Interaction scheme between the RAM and the CPU

1 - Processor;

2 - Cache controller;

3 - Cache memory;

4 - RAM;

5 - Paging file.

In case the RAM cells are insufficient, the swap file gets to work. This file is located on a hard disk or SSD. The swap file keeps a record of information that cannot be stored in the RAM cells. The swap file slows down the system considerably since the swap file is slower than RAM.

What is inside a memory module

1. The board on which the module components are mounted;
2. Memory chips;
3. SPD (Serial Presence Detect) - the chip where the basic settings of the module are stored. When you turn on the system BIOS of the motherboard reads the SPD information and sets the time and frequency of RAM;
4. Key - This is a special slot on the board which identifies the module type. This slot prevents the board from incorrectly installing into the RAM slot;
5. SMD module components (resistors, capacitors). These components provide power control of the chips.

More about DRAM

DRAM memory modules are widely used in computers as operational memory devices.

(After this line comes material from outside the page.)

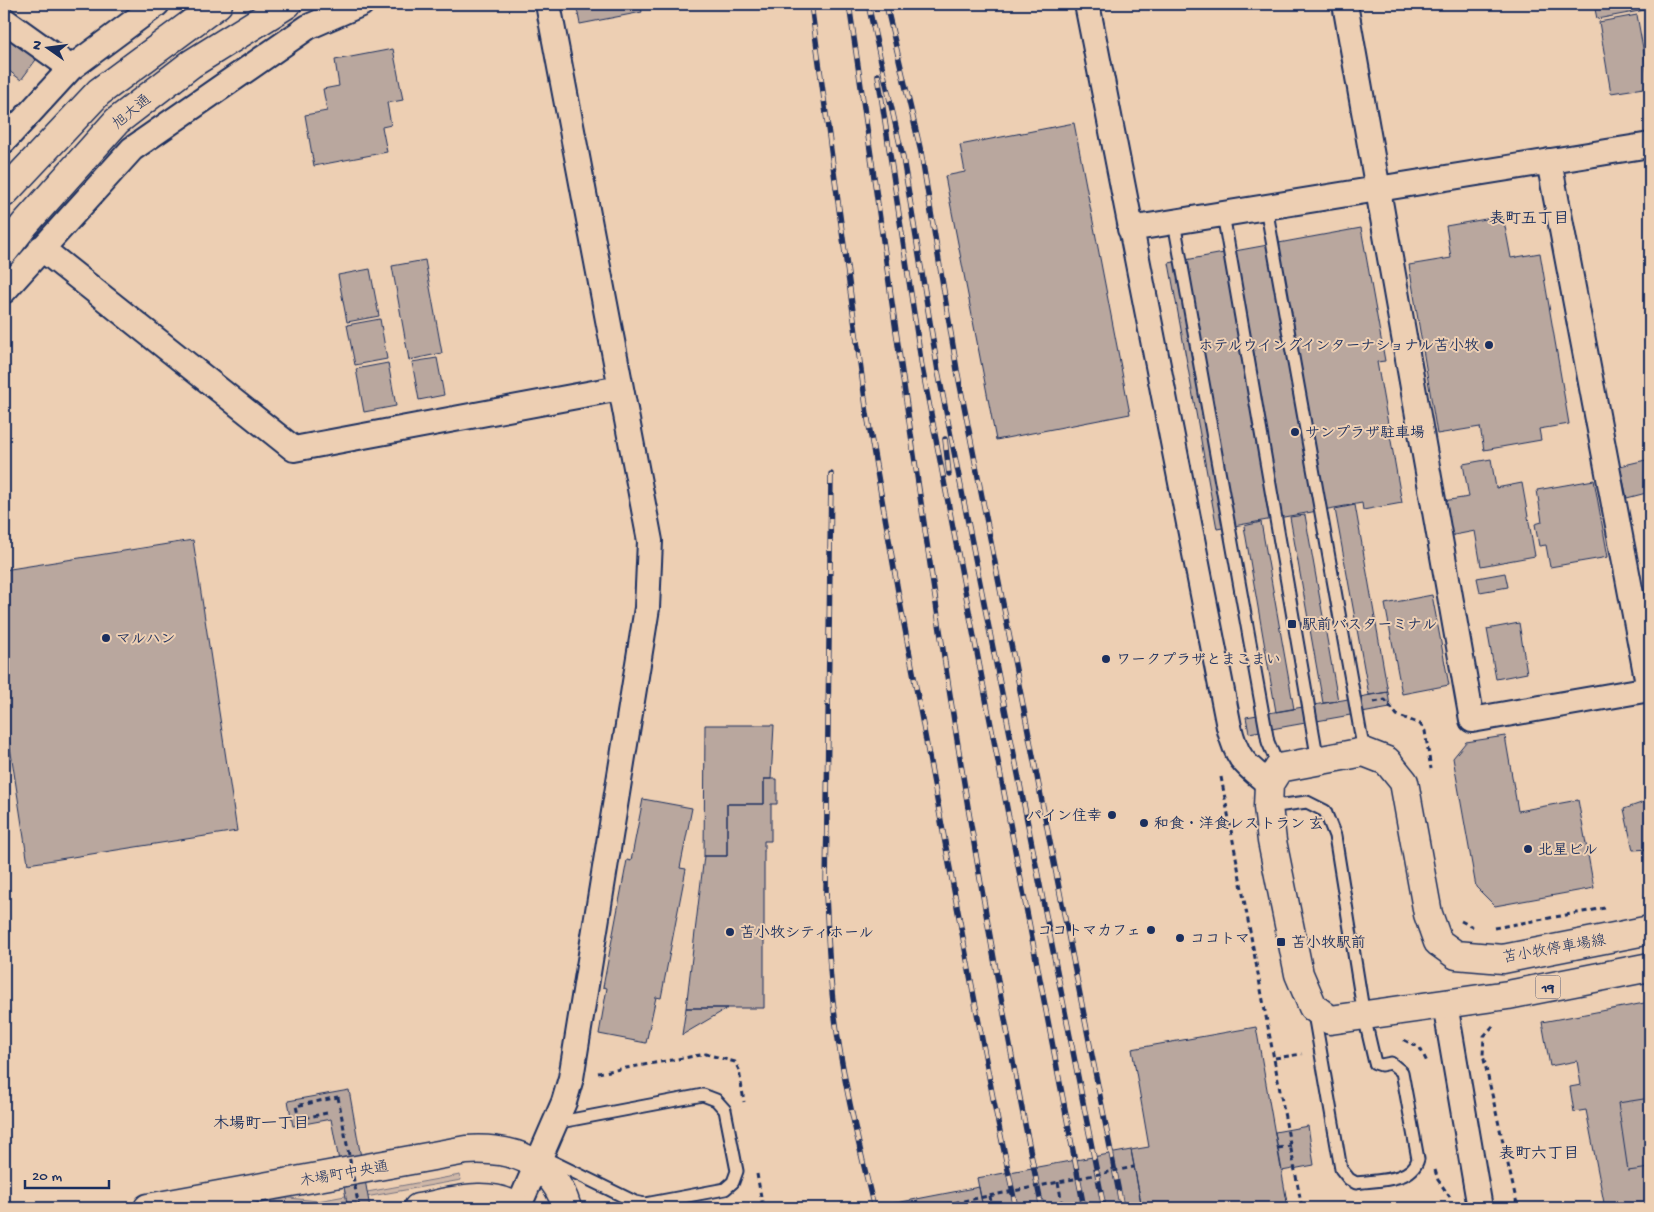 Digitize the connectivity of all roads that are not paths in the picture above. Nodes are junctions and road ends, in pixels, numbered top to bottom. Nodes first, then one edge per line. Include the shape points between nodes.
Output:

DRAM is a memory module of a standard design. It consists of:

• A printed circuit board on which the memory chips are located.
• A connector that required to connect the module to the motherboard.

Types of DRAM

• SDR SDRAM (single data rate synchronous DRAM) is a type of DRAM that operates in synchronization with the CPU clock frequency. It has been produced since 1993. The peculiarities of this type of memory are the implementation of a clock generator to synchronize signals and the application of pipeline information processing. Pipeline information processing is the ability to receive (read) a new instruction before the previous instruction is fully resolved (write). This kind of information processing allows more instructions to be executed at the same time. SDR SDRAM has 168 pins and two notches in the connector. Operating frequencies: It operates at 100 MHz or higher on the system bus.
• DDR SDRAM (double data rate SDRAM, or SDRAM II) - synchronous dynamic RAM with double data rate. It has been produced since 2000. It operates similarly to SDR SDRAM, only twice as fast. This type of DRAM can process two read and two write instructions per clock cycle. DDR SDRAM contains 184 pins and one slot in the connector. Operating frequencies are 100, 133, 166, and 200 MHz. The clock frequency ranges from 100 to 200 MHz, and data is transmitted at 2 bits per clock pulse. This means that the effective data transfer frequency is between 200 and 400 MHz.
• DDR2 SDRAM. It has been produced since 2004. It is faster than DDR SDRAM since it can run at higher clock frequencies. It has a large number of pins - 240. Operating frequencies: 200, 266, 333, 337, 400, 533, 575 and 600 MHz. Effective transfer frequencies can be 400, 533, 667, 675, 800, 1066, 1150, and 1200 MHz.
• DDR3 SDRAM is based on DDR2 SDRAM. It has been produced since 2007. It uses the same number of pins as DDR2 SDRAM - 240. It has improved performance due to improved signal processing, higher memory capacity, lower power consumption (1.5 volts), and higher standard clock speed up to 800 to 2400 MHz.
• DDR4 SDRAM - based on previous generations of DDR technology. It has been produced since 2014. There are 288 pins. It is distinguished by higher frequency characteristics and lower supply voltage. DDR4 bandwidth can reach 25.6 Gb/s, in case the effective frequency is increased to 3200 MHz. Secure DDR4 performance is assured by the implementation of a parity mechanism on the instruction address buses. Operating frequencies: A range of 1600 to 2400 MHz was originally set, with the possibility of increasing up to 3200 MHz.
• DDR5 SDRAM - based on the technologies of previous generations of DDR. It has been produced since 2020. The number of pins is 288. It is featured by higher frequency characteristics, maximum module volume, and lower supply voltage. The module bandwidth reaches 32 GB/s, with a maximum effective frequency of 8400 MHz.

DIMM connectors on the motherboard

DIMM is a DRAM memory connector (form factor) that has latches on both ends. These connectors have a different number of pins that are compatible with specific memory module pins.